# Bruce Lee Warrior's Journey



## arnisandyz (Apr 4, 2002)

I just bought this DVD and its excellent.  A must own for Bruce Lee Fans.  The first part is in documentary format of Bruce's rise through the movies.  The main focus seems to be how his films reflected his philosophy and how they changed when his philosophy changed.  As most people know, he died before the Game of Death was completed and it was pieced together poorly by the producers using 11 minutes of footage of Bruce, Stand ins, and cardboard cutouts.  Much of the storyline was improvised as well.  The last part of the DVD focuses on the "lost tapes" of about 40 minutes that were found recently (way after the Game of Death was released).  Fortunatly, its the best part of the movie, the final fight scenes in the pagoda.
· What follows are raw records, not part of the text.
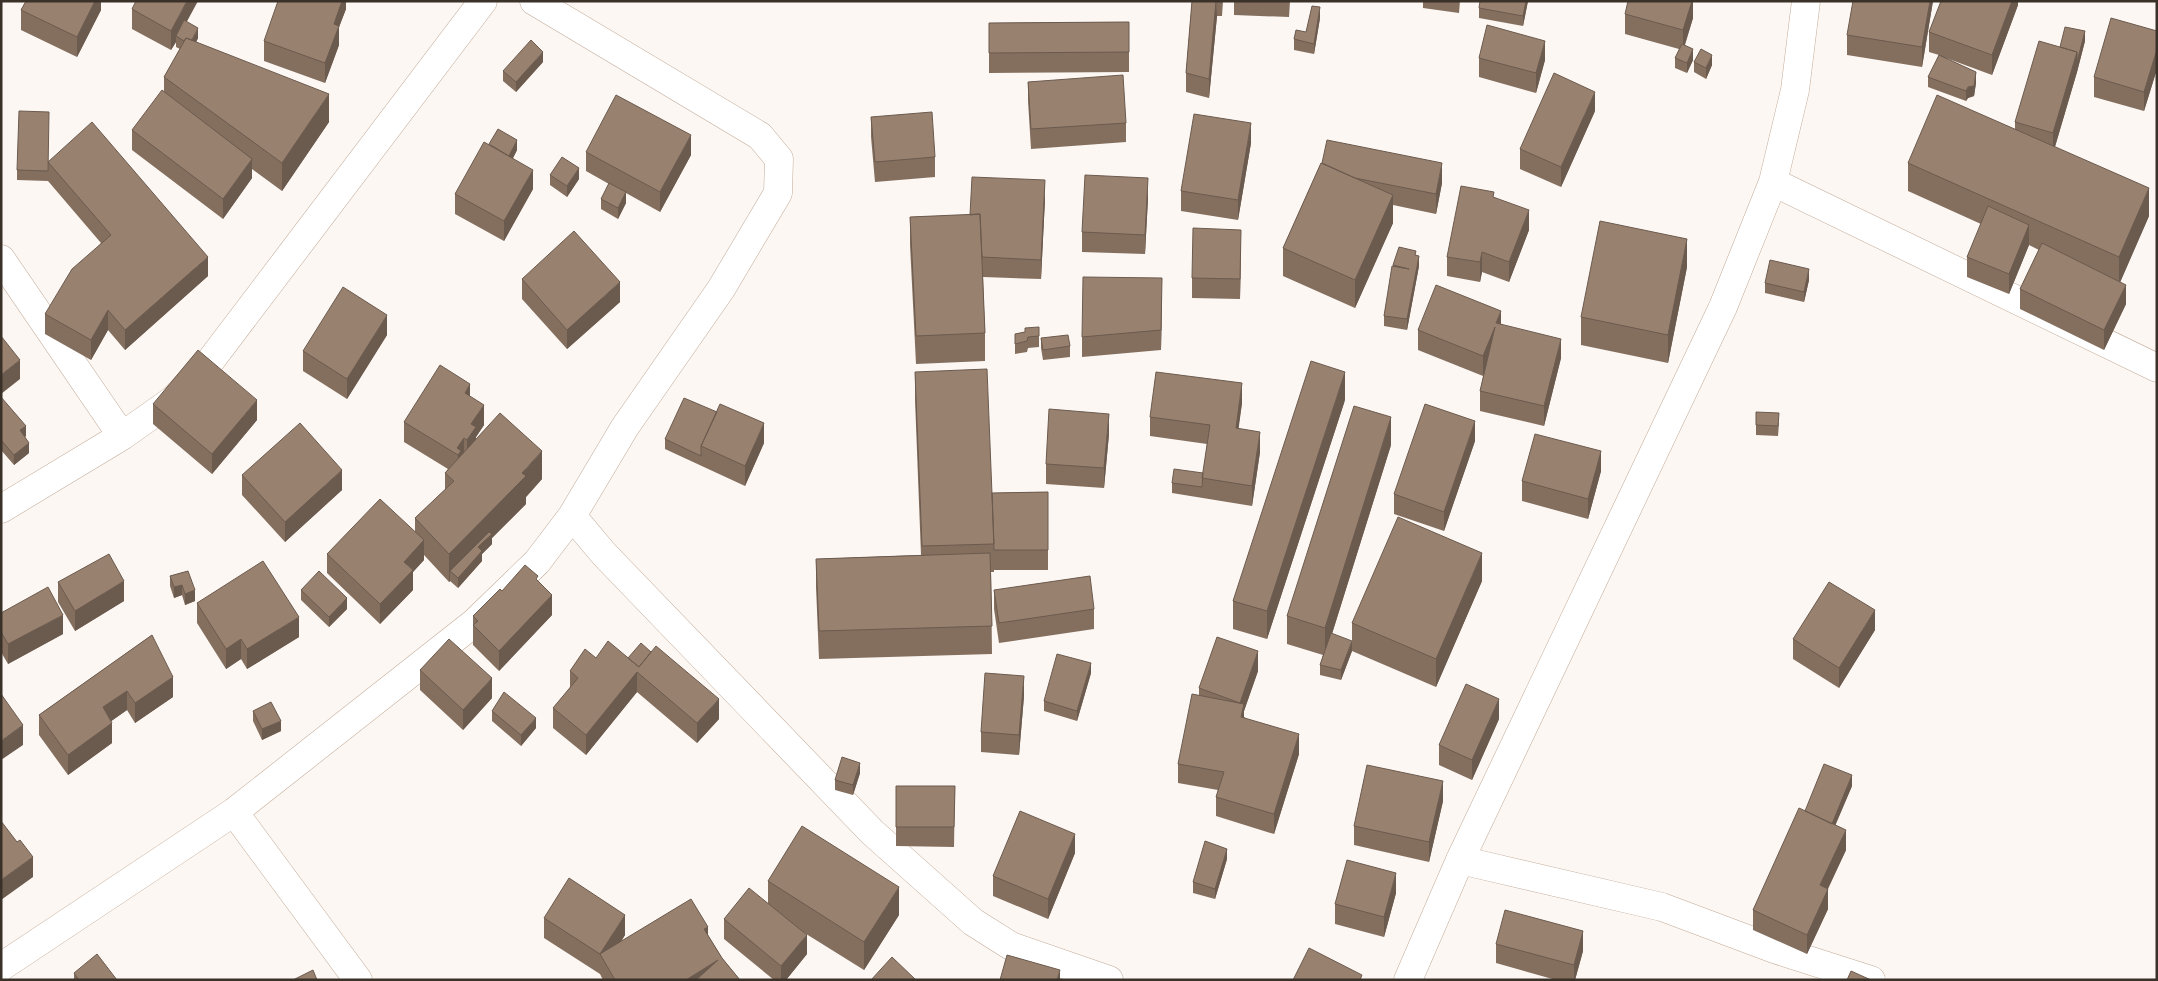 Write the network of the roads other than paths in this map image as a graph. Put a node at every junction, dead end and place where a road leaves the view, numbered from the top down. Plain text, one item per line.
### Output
1 (483, 1) edge
2 (534, 1) edge
3 (1806, 1) edge
4 (1773, 182) junction
5 (1, 259) edge
6 (2157, 368) edge
7 (122, 436) junction
8 (1, 508) edge
9 (572, 516) junction
10 (234, 812) junction
11 (1460, 860) junction
12 (1, 967) edge
13 (358, 980) edge
14 (1109, 980) edge
15 (1408, 980) edge
16 (1871, 980) edge

1 - 7 street
2 - 9 street
3 - 4 street
4 - 6 street
4 - 11 street
5 - 7 street
7 - 8 street
9 - 10 street
9 - 14 street
10 - 12 street
10 - 13 street
11 - 15 street
11 - 16 street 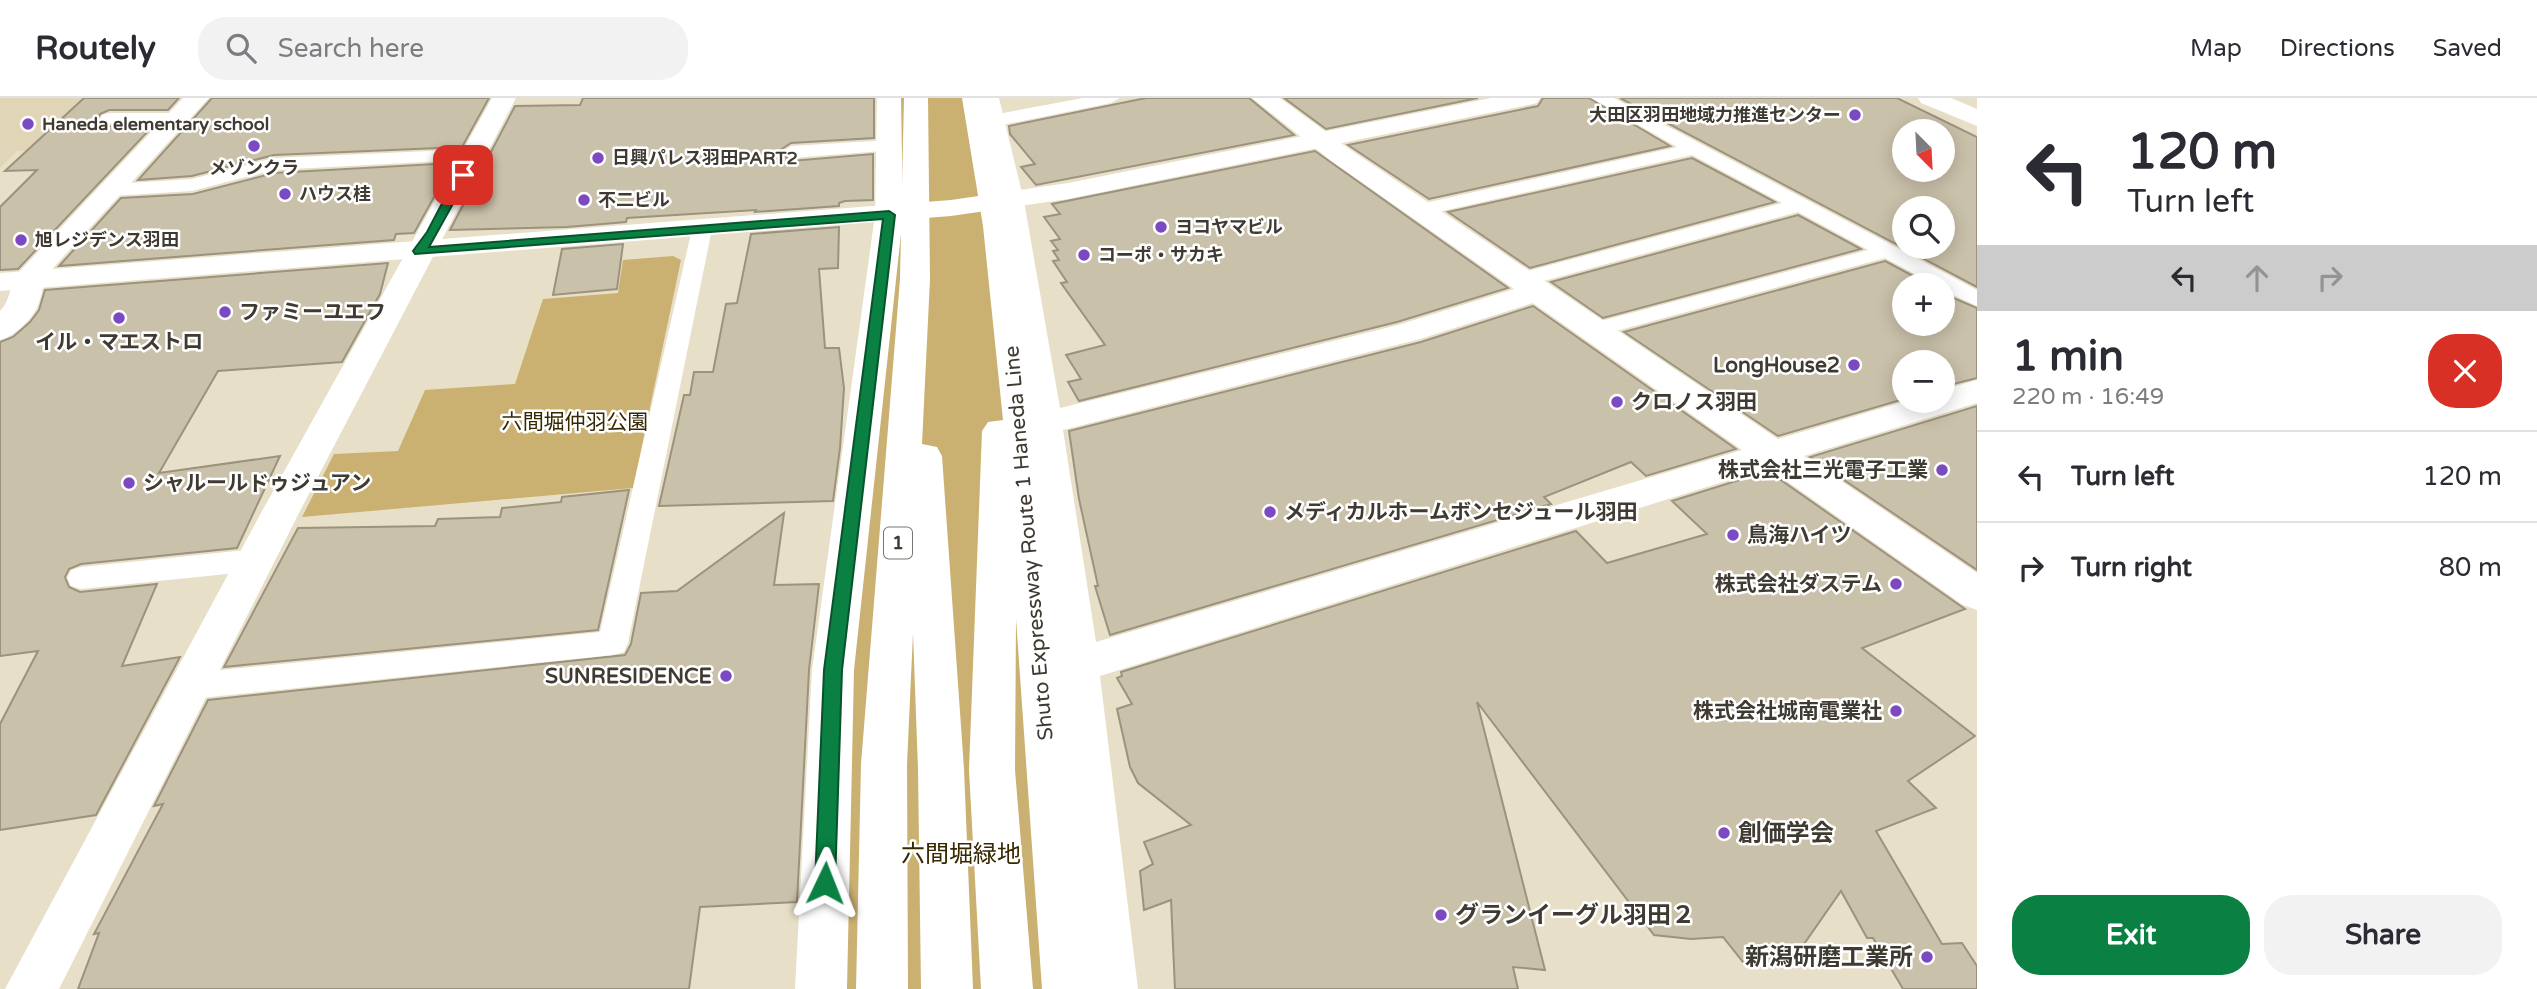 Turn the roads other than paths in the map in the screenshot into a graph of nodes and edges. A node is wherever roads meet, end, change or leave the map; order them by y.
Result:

The footage picks up on the third level, Bruce with Dan...the Escrima master level (my favorite since I'm an Inosanto fan also!!!).  Then it goes to the 4th level, a hapkido master, then the final, with Karem Abdul Jabar, "master of no style".  It didn't show the first and second, but I think it was suppose to be a kicking master (TKD?) and for the second level a Wing Chun master. I don't want to give to much away, you just need to see it!  Its one you'll watch over and over.


----------



## Cthulhu (Apr 4, 2002)

That sounds cool!

Uh...can I borrow it from you? 

Cthulhu


----------



## arnisandyz (Apr 4, 2002)

Sure,

I thought you might ask that!  I'll bring it Friday, of course Al might grab it before you! The quality of the tape footage is actually really good with only minor color shifts probably due to age and how some of the reels were preserved.


----------



## Cthulhu (Apr 4, 2002)

Coolness!  If I can make it, I'll bring the DVD of 'Jackie Chan: My Story' if you'd like.  It's a rental from Netflix, but they don't have a return period...I can borrow it for as long as I want.

Cthulhu


----------



## Cthulhu (Apr 7, 2002)

Borrowed this from arnisandyz and just got done watching it a while ago.

Very cool!

The highlight of the DVD is the previously unreleased footage filmed for _Game of Death_.  Viewing this, you can get an idea of what the movie was supposed to be like; far different from the tripe that was eventually released.  

I have one complaint: at some point, the show home movie footage of Lee beginning to do Siu nim tao...after the first tan sao/huen sao, the cut to something else!  I want the whole thing, dammit!

Definitely worth checking out!  Best part is, after I told my wife I was borrowing this DVD, she told me she had already ordered it for me as a surprise! 

Cthulhu


----------